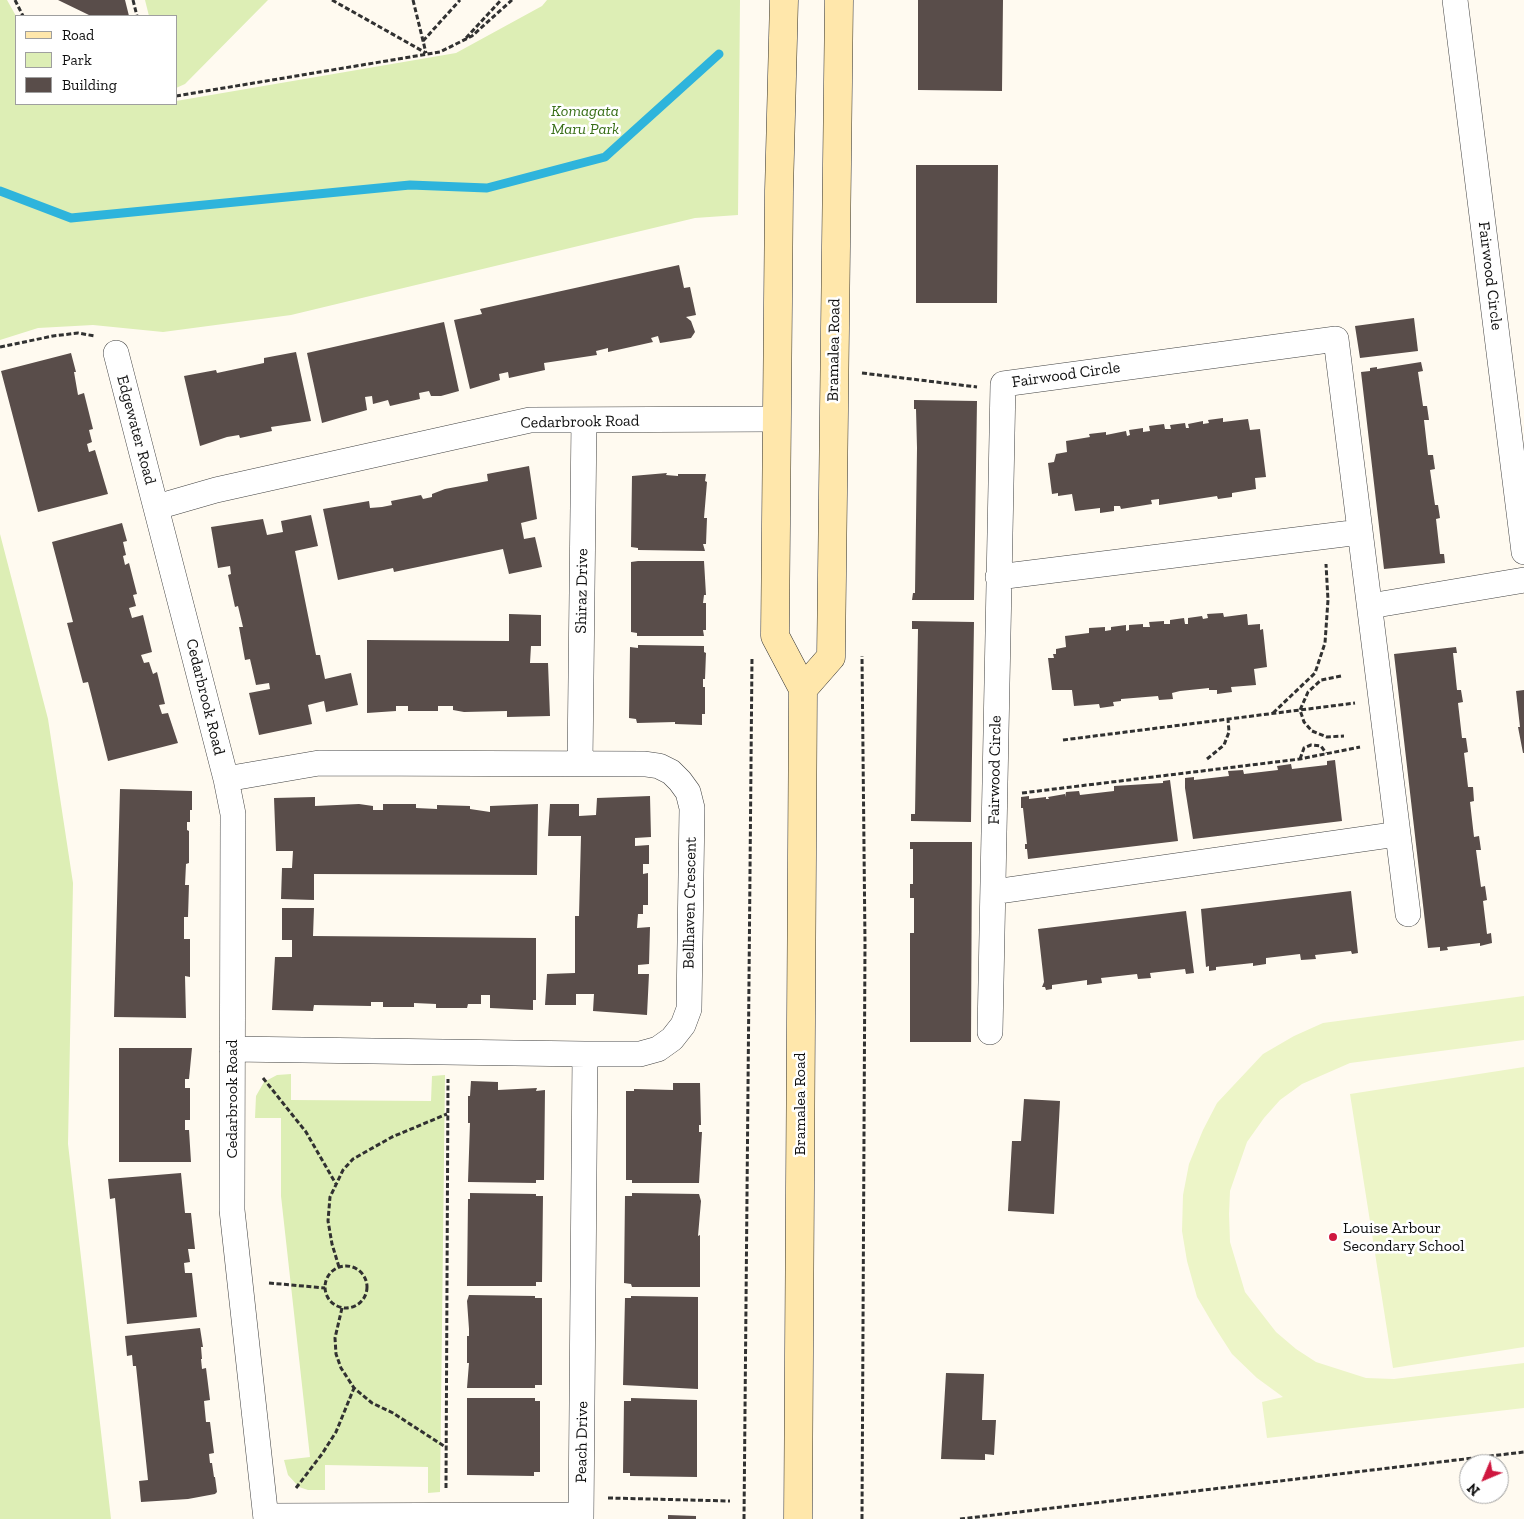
<!DOCTYPE html>
<style>
body{margin:0}
#map{position:relative;width:1524px;height:1519px;overflow:hidden;background:#fffaf0;font-family:"Zilla Slab",serif}
canvas{display:block}
.legend{position:absolute;left:15px;top:15px;width:162px;height:90px;box-sizing:border-box;background:#fff;border:1px solid #9f9f9f;margin:0;padding:6px 9px;list-style:none;font-size:15px;color:#0f0f0f}
.legend li{display:flex;align-items:center;gap:10px;height:25px}
.legend b{width:25px;border:1px solid #9f9f9f}
.north{position:absolute;left:1459px;top:1454px;width:50px;height:50px;box-sizing:border-box;background:#fff;border:1px solid #9f9f9f;border-radius:50%;rotate:225deg;font-size:14px;font-weight:700;line-height:20px;text-align:center;color:#0f0f0f}
.north::after{content:'';display:block;margin:auto;width:18px;height:22px;background:#cf173f;clip-path:polygon(50% 0,100% 100%,50% 72%,0 100%)}
</style>
<div id="map">
<canvas width="1524" height="1519"></canvas>
<ul class="legend">
<li><b style="height:6px;background:#ffe7ab"></b>Road</li>
<li><b style="height:14px;background:#ddeeb5"></b>Park</li>
<li><b style="height:14px;background:#594d4a"></b>Building</li>
</ul>
<div class="north">N</div>
</div>
<script>
const context = document.querySelector('canvas').getContext('2d');
context.lineJoin = 'round';
function paint(path, color) {
  context.fillStyle = color;
  context.fill(path, 'evenodd');
}
function poly(rows) {
  const path = new Path2D();
  for (const r of rows) {
    if (r.length === 3) {
      path.moveTo(r[0] + r[2], r[1]);
      path.arc(r[0], r[1], r[2], 0, 2 * Math.PI);
      continue;
    }
    path.moveTo(r[0], r[1]);
    for (let i = 2; i < r.length; i += 2) path.lineTo(r[i], r[i + 1]);
  }
  return path;
}
function strokePath(path, color, width, dash) {
  context.strokeStyle = color;
  context.lineWidth = width;
  context.lineCap = dash ? 'butt' : 'round';
  context.setLineDash(dash || []);
  context.stroke(path);
}
function write(font, color, halo, rows, align = 'center') {
  context.font = font + ' "Zilla Slab",serif';
  context.lineWidth = 5;
  context.setLineDash([]);
  context.textBaseline = 'middle';
  context.strokeStyle = halo;
  context.fillStyle = color;
  for (const [text, x, y, turn = 0] of rows) {
    context.save();
    context.translate(x, y);
    context.rotate((+turn || 0) * Math.PI / 180);
    context.textAlign = isNaN(turn) ? turn : align;
    if (halo) context.strokeText(text, 0, 0);
    context.fillText(text, 0, 0);
    context.restore();
  }
}
const green = poly([
 [0,0,7,0,16,16,16,104,176,104,176,101,456,53,542,6,547,0,740,0,738,215,695,218,291,315,163,332,93,325,38,328,0,340],
 [145,0,268,0,185,84,176,88,176,16,149,16],
 [0,534,48,719,73,883,68,1144,111,1519,0,1519],
 [291,1074,291,1100,431,1101,432,1076,445,1075,440,1492,428,1493,428,1467,325,1465,325,1490,308,1490,299,1487,288,1475,284,1460,310,1457,281,1196,281,1118,255,1118,256,1096,264,1082,277,1075]
]);
const pitch = poly([
 [1524,996,1524,1040,1350,1063,1302,1084,1280,1100,1264,1118,1247,1142,1230,1191,1229,1214,1230,1242,1245,1292,1276,1332,1296,1349,1316,1362,1366,1378,1394,1379,1524,1363,1524,1408,1267,1438,1262,1402,1283,1397,1257,1378,1232,1354,1214,1326,1197,1297,1187,1261,1182,1231,1183,1195,1189,1164,1203,1130,1217,1103,1263,1054,1294,1036,1323,1023],
 [1524,1067,1524,1347,1393,1368,1350,1094]
]);
const stream = poly([
 [0,191,71,218,410,185,487,188,605,157,719,54]
]);
const building = poly([
 [58,0,125,0,129,16,91,16],
 [918,0,1003,0,1002,91,918,90],
 [916,165,998,165,997,303,916,303],
 [679,265,684,288,690,287,696,315,686,317,691,321,695,332,691,338,660,343,658,336,651,338,653,342,608,352,608,348,596,351,597,355,544,363,545,370,509,378,508,372,499,374,500,380,470,389,454,320,482,314,480,309],
 [1414,318,1418,351,1360,358,1355,326],
 [444,322,459,391,441,396,431,396,429,391,419,393,420,399,390,406,388,400,373,404,372,396,365,397,367,410,322,423,307,353],
 [296,352,311,421,271,427,272,431,240,438,239,435,227,437,200,446,184,376,216,370,217,373,264,363,264,358],
 [71,353,76,372,74,372,78,395,84,393,93,429,89,430,92,442,87,444,89,452,95,450,108,494,38,512,1,371],
 [1421,362,1423,371,1418,372,1423,406,1427,406,1429,420,1424,420,1428,455,1433,455,1435,469,1430,470,1435,505,1438,505,1440,518,1436,519,1440,554,1444,554,1445,563,1384,569,1361,372,1370,371,1370,368,1377,367,1377,369],
 [914,400,977,401,974,600,912,600,913,593,915,593,917,448,916,409,914,409],
 [1223,418,1223,422,1248,419,1250,430,1260,429,1266,477,1255,478,1256,489,1232,493,1232,497,1218,499,1217,496,1159,505,1159,499,1151,500,1152,504,1121,509,1120,506,1114,506,1114,511,1100,513,1100,508,1075,511,1072,494,1058,496,1058,493,1052,494,1048,463,1054,462,1056,454,1067,452,1066,441,1090,437,1089,434,1106,432,1106,435,1126,431,1127,436,1130,435,1129,430,1143,428,1143,432,1150,431,1149,426,1164,424,1165,429,1171,429,1170,425,1185,423,1186,428,1189,428,1188,424,1203,421,1203,424,1209,423,1208,420],
 [529,466,537,519,521,523,524,539,535,537,542,567,509,574,503,549,394,572,393,568,338,580,323,509,369,501,370,508,382,507,392,505,391,501,421,495,423,499,432,497,432,494,445,489,488,481,487,474],
 [667,473,666,475,678,476,678,474,706,474,705,481,707,482,704,518,707,518,706,544,703,544,705,551,638,550,638,548,631,547,632,476],
 [311,515,318,546,295,551,316,655,320,655,325,679,351,673,358,705,326,712,324,701,308,705,312,724,259,735,249,693,270,689,269,683,256,685,250,659,245,660,239,627,243,627,238,606,235,607,228,575,231,574,230,566,218,568,211,527,263,519,267,535,283,532,281,521],
 [122,523,127,541,123,542,126,555,123,556,125,565,129,563,137,594,133,595,136,606,129,608,132,618,143,615,152,652,141,655,144,663,149,662,153,674,157,672,165,704,159,705,162,714,168,713,178,743,108,761,88,682,83,683,67,623,73,622,52,542],
 [638,561,704,561,706,595,704,595,703,603,706,603,706,630,703,630,704,636,637,636,637,633,631,632,631,562],
 [1223,613,1224,617,1247,614,1248,625,1260,624,1260,630,1263,629,1267,667,1254,669,1256,685,1231,687,1232,692,1217,694,1217,690,1209,690,1209,688,1180,691,1172,693,1173,699,1159,700,1158,696,1121,699,1121,701,1113,702,1114,706,1100,708,1099,704,1074,706,1072,690,1052,690,1048,658,1054,658,1053,654,1056,654,1056,649,1066,647,1065,636,1089,633,1089,628,1105,627,1105,631,1111,630,1111,627,1126,625,1126,631,1129,630,1129,625,1143,624,1143,627,1150,627,1149,622,1164,621,1164,624,1170,624,1170,620,1184,618,1185,624,1188,624,1188,618,1202,616,1203,619,1208,618,1207,614],
 [509,614,541,615,541,646,531,646,530,663,548,663,550,716,507,717,507,711,464,712,453,710,453,706,438,706,438,711,408,711,408,706,396,706,396,711,367,713,367,640,509,641],
 [912,621,974,622,971,822,911,821,911,814,915,814,918,629,912,629],
 [638,645,704,646,704,652,706,653,705,679,703,679,703,687,705,687,705,714,702,714,702,725,675,724,675,722,637,723,636,719,629,718,630,647,638,648],
 [1456,647,1457,653,1453,653,1457,690,1461,690,1463,702,1458,703,1462,738,1466,738,1468,752,1464,753,1468,787,1473,787,1474,801,1470,802,1474,837,1479,836,1481,850,1476,850,1481,887,1485,886,1487,900,1483,901,1487,934,1491,933,1492,943,1480,946,1480,943,1447,947,1448,950,1440,951,1440,947,1428,948,1394,654],
 [1524,690,1524,753,1523,753,1518,727,1520,727,1516,691],
 [1335,760,1342,821,1193,839,1185,788,1185,778,1194,777,1194,780,1229,776,1228,771,1243,770,1244,774,1278,770,1277,766,1291,764,1292,769,1327,765,1327,761],
 [1170,780,1178,841,1028,859,1027,849,1025,849,1025,844,1027,844,1023,808,1021,808,1021,797,1029,796,1029,799,1046,797,1046,799,1049,799,1048,797,1065,794,1065,797,1066,792,1079,791,1080,795,1114,791,1114,786,1163,783,1163,781],
 [120,789,192,791,192,810,190,810,190,822,187,822,187,830,189,831,189,863,186,864,185,885,189,885,188,917,184,917,184,939,190,939,190,977,185,976,186,1018,114,1017],
 [650,796,651,837,635,838,635,846,649,845,649,864,643,864,643,874,648,873,648,905,643,905,643,914,638,914,637,928,650,927,649,964,638,965,638,974,649,974,647,1015,593,1011,594,994,576,994,576,1005,545,1005,547,974,575,973,575,916,579,916,581,836,548,836,550,804,579,804,579,816,596,815,597,798],
 [315,797,315,806,359,804,373,806,373,810,383,810,383,804,416,804,416,808,437,809,437,805,470,806,470,809,490,812,490,806,538,804,537,875,314,874,314,900,281,899,282,868,292,868,293,851,276,851,274,798],
 [910,842,972,842,971,1042,910,1042,910,933,914,933,914,898,910,898,910,884,913,884,913,849,910,849],
 [1351,891,1358,953,1352,954,1351,951,1315,955,1316,959,1301,960,1300,954,1266,958,1266,964,1253,966,1253,963,1216,967,1216,970,1209,971,1209,966,1206,967,1201,909],
 [282,908,314,908,313,936,536,938,536,1000,533,1000,533,1010,490,1008,490,995,481,995,481,1004,468,1004,467,1008,436,1008,436,1004,414,1003,414,1007,383,1007,383,1002,371,1002,371,1006,314,1005,313,1011,272,1010,275,957,292,957,292,940,282,940],
 [1186,911,1194,973,1186,974,1185,969,1150,973,1151,978,1138,979,1137,974,1101,978,1102,983,1087,985,1087,980,1052,985,1052,989,1046,990,1045,987,1042,987,1044,982,1038,929],
 [119,1048,192,1048,189,1079,185,1079,185,1088,190,1088,190,1120,185,1120,185,1130,189,1130,191,1162,119,1162],
 [471,1081,498,1082,498,1090,537,1088,536,1091,545,1090,544,1180,536,1180,536,1183,468,1182,470,1123,468,1123,468,1096,470,1096],
 [673,1083,700,1083,701,1125,699,1125,699,1132,702,1132,699,1183,632,1183,632,1180,626,1180,626,1091,634,1091,634,1089,673,1090],
 [1024,1099,1060,1101,1054,1214,1008,1211,1012,1141,1021,1141],
 [181,1173,185,1213,191,1213,195,1249,188,1249,190,1262,184,1263,185,1273,192,1273,197,1317,127,1324,115,1198,110,1199,108,1179],
 [470,1193,536,1194,536,1196,543,1196,542,1282,536,1282,536,1286,467,1286,468,1199,470,1199],
 [632,1193,699,1194,701,1201,698,1236,700,1235,700,1287,632,1287,631,1284,624,1283,625,1196,632,1196],
 [469,1295,535,1296,535,1298,542,1298,542,1385,535,1385,535,1388,467,1388,469,1363,467,1363,467,1336,469,1336,469,1329,467,1301],
 [631,1296,698,1297,698,1389,623,1385,625,1298,631,1298],
 [200,1328,203,1347,201,1347,202,1359,201,1359,202,1369,206,1368,210,1400,204,1401,206,1422,210,1422,214,1453,209,1454,210,1463,212,1463,214,1477,215,1477,217,1492,215,1494,188,1499,141,1502,139,1481,148,1480,136,1366,133,1366,132,1355,127,1356,125,1336],
 [946,1373,984,1374,982,1420,996,1420,994,1455,985,1454,985,1460,941,1459],
 [467,1398,535,1398,535,1401,540,1401,540,1472,534,1472,534,1476,467,1475],
 [631,1398,697,1400,697,1477,630,1476,630,1473,623,1473,624,1401,631,1401],
 [668,1515,696,1516,696,1519,668,1519]
]);
const path = poly([
 [15,0,23,16],
 [133,0,137,16],
 [332,0,426,53],
 [413,0,426,53],
 [466,38,501,0],
 [423,41,460,0],
 [176,96,440,52,472,36,512,0],
 [0,347,53,336,78,333,95,336],
 [862,373,977,387],
 [1341,676,1321,680,1308,692,1300,710,1304,722,1312,731,1327,737,1344,736],
 [1273,713,1315,673,1325,643,1328,600,1326,564],
 [1063,740,1355,703],
 [1207,759,1224,745,1229,732,1228,719],
 [1300,759,1304,748,1311,745,1321,746,1326,753],
 [1022,793,1300,759,1360,747],
 [263,1078,306,1132,336,1184],
 [346,1287,21],
 [339,1267,332,1244,328,1221,330,1197,343,1170,353,1159,392,1137,447,1114],
 [269,1283,325,1288],
 [342,1308,335,1338,336,1354,341,1368,354,1388,372,1403,393,1413,447,1448],
 [296,1488,322,1454,336,1432,354,1388],
 [446,1488,448,1079],
 [608,1498,730,1501],
 [744,1519,752,657],
 [862,1519,865,943,862,656],
 [960,1519,1524,1452]
]);
const minor = poly([
 [1455,0,1524,552],
 [116,353,226,779,233,814,232,1210,266,1519],
 [157,507,216,490,530,420,777,419],
 [998,577,1360,532],
 [1370,606,1524,580],
 [580,763,584,420],
 [226,779,319,763,645,764,659,766,671,772,680,781,688,792,692,808,689,1009,683,1025,672,1039,658,1049,640,1054,585,1054,232,1049],
 [993,892,1398,834],
 [990,1032,1003,384,1336,339,1408,914],
 [266,1516,581,1515],
 [581,1519,585,1054]
]);
const secondary = poly([
 [784,0,779,191,775,636,803,689,798,1519],
 [803,689,831,657,839,0]
]);
const markers = [
 [1333,1237,5,"#cf173f"]
];
const parkNames = [
 ["Komagata",585,111],
 ["Maru Park",585,129]
];
const streetNames = [
 ["Fairwood Circle",1490,276,83],
 ["Bramalea Road",834,350,-89],
 ["Fairwood Circle",1066,375,-8],
 ["Cedarbrook Road",580,422,-1],
 ["Edgewater Road",136,430,75],
 ["Shiraz Drive",582,591,-89],
 ["Cedarbrook Road",205,697,76],
 ["Fairwood Circle",995,770,-89],
 ["Bellhaven Crescent",690,903,-89],
 ["Cedarbrook Road",232,1099,-90],
 ["Bramalea Road",800,1104,-90],
 ["Peach Drive",582,1442,-89]
];
const poiNames = [
 ["Louise Arbour",1343,1228],
 ["Secondary School",1343,1246]
];
paint(green, '#ddeeb5');
paint(pitch, '#edf5c8');
strokePath(stream, '#2eb4dc', 9);
paint(building, '#594d4a');
strokePath(minor, '#424242', 26);
strokePath(secondary, '#313131', 29);
strokePath(path, '#313131', 3, [5, 2.5]);
strokePath(minor, '#fff', 25);
strokePath(secondary, '#ffe7ab', 28);
for (const [x, y, r, color] of markers) {
  const dot = new Path2D();
  dot.arc(x, y, r, 0, 2 * Math.PI);
  context.fillStyle = color;
  context.fill(dot);
  strokePath(dot, '#fff', 2);
}
write('italic 16px', '#386e17', '#fff', parkNames);
write('16px', '#0f0f0f', '#fff', streetNames);
write('16px', '#0f0f0f', '#fff', poiNames, 'left');
</script>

WHAT TO WORK ON → For every line of the records that has the word "Road" in it, make a copy.

PROBLEM SOLUTION →
<li><b style="height:6px;background:#ffe7ab"></b>Road</li>
 ["Bramalea Road",834,350,-89],
 ["Cedarbrook Road",580,422,-1],
 ["Edgewater Road",136,430,75],
 ["Cedarbrook Road",205,697,76],
 ["Cedarbrook Road",232,1099,-90],
 ["Bramalea Road",800,1104,-90],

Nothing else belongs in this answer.